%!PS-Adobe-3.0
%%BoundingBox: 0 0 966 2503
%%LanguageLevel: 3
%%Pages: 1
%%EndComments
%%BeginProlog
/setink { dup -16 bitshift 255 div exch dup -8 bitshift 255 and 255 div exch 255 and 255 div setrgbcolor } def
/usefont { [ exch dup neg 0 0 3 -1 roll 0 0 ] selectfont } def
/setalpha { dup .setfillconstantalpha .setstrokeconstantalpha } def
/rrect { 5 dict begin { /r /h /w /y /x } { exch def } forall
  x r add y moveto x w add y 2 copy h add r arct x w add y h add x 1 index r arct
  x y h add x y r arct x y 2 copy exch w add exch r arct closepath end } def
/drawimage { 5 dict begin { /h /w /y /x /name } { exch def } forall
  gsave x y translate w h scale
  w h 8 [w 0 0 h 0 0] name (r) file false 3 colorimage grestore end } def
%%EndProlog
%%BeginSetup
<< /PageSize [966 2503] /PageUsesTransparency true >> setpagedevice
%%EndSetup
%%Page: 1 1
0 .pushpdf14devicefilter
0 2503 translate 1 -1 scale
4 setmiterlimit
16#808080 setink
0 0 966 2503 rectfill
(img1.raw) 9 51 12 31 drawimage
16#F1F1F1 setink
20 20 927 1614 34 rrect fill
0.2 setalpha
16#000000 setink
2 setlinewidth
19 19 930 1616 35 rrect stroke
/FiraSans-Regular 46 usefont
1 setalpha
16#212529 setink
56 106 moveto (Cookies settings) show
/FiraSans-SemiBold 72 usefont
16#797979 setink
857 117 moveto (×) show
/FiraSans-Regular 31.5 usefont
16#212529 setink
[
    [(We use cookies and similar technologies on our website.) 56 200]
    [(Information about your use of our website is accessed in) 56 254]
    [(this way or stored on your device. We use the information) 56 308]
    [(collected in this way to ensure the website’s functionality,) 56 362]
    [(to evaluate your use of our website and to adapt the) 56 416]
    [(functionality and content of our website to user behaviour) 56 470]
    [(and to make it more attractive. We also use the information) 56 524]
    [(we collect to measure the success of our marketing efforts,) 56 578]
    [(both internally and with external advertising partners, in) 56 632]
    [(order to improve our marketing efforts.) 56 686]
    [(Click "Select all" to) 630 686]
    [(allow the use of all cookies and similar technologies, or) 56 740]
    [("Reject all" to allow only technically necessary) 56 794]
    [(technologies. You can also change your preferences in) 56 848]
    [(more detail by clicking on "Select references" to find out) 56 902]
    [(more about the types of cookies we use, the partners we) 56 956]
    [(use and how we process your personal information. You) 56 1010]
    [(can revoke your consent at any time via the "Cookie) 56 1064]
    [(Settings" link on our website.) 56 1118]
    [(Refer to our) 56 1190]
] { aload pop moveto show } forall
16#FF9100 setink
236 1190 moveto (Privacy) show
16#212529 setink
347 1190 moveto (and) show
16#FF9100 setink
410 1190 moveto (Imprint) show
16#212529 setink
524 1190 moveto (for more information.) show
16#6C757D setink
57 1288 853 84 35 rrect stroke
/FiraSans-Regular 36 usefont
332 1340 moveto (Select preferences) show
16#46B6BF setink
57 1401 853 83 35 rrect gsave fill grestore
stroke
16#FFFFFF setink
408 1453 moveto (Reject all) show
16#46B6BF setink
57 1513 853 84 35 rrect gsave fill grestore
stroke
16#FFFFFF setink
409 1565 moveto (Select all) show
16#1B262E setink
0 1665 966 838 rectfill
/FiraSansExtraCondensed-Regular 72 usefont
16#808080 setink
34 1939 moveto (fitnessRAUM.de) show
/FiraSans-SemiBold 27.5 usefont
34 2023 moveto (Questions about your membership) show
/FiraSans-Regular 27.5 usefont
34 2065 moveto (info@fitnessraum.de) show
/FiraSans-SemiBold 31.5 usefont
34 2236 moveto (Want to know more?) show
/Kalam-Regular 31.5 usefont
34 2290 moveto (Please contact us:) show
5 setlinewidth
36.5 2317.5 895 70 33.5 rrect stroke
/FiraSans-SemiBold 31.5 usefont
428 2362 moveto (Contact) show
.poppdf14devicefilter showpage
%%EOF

ACTIVITY — Print, exactly as written, the first line of the records above and each line after it until the line with "4 setmiterlimit", which is printed too.

RESULT OF THIS TASK —
%!PS-Adobe-3.0
%%BoundingBox: 0 0 966 2503
%%LanguageLevel: 3
%%Pages: 1
%%EndComments
%%BeginProlog
/setink { dup -16 bitshift 255 div exch dup -8 bitshift 255 and 255 div exch 255 and 255 div setrgbcolor } def
/usefont { [ exch dup neg 0 0 3 -1 roll 0 0 ] selectfont } def
/setalpha { dup .setfillconstantalpha .setstrokeconstantalpha } def
/rrect { 5 dict begin { /r /h /w /y /x } { exch def } forall
  x r add y moveto x w add y 2 copy h add r arct x w add y h add x 1 index r arct
  x y h add x y r arct x y 2 copy exch w add exch r arct closepath end } def
/drawimage { 5 dict begin { /h /w /y /x /name } { exch def } forall
  gsave x y translate w h scale
  w h 8 [w 0 0 h 0 0] name (r) file false 3 colorimage grestore end } def
%%EndProlog
%%BeginSetup
<< /PageSize [966 2503] /PageUsesTransparency true >> setpagedevice
%%EndSetup
%%Page: 1 1
0 .pushpdf14devicefilter
0 2503 translate 1 -1 scale
4 setmiterlimit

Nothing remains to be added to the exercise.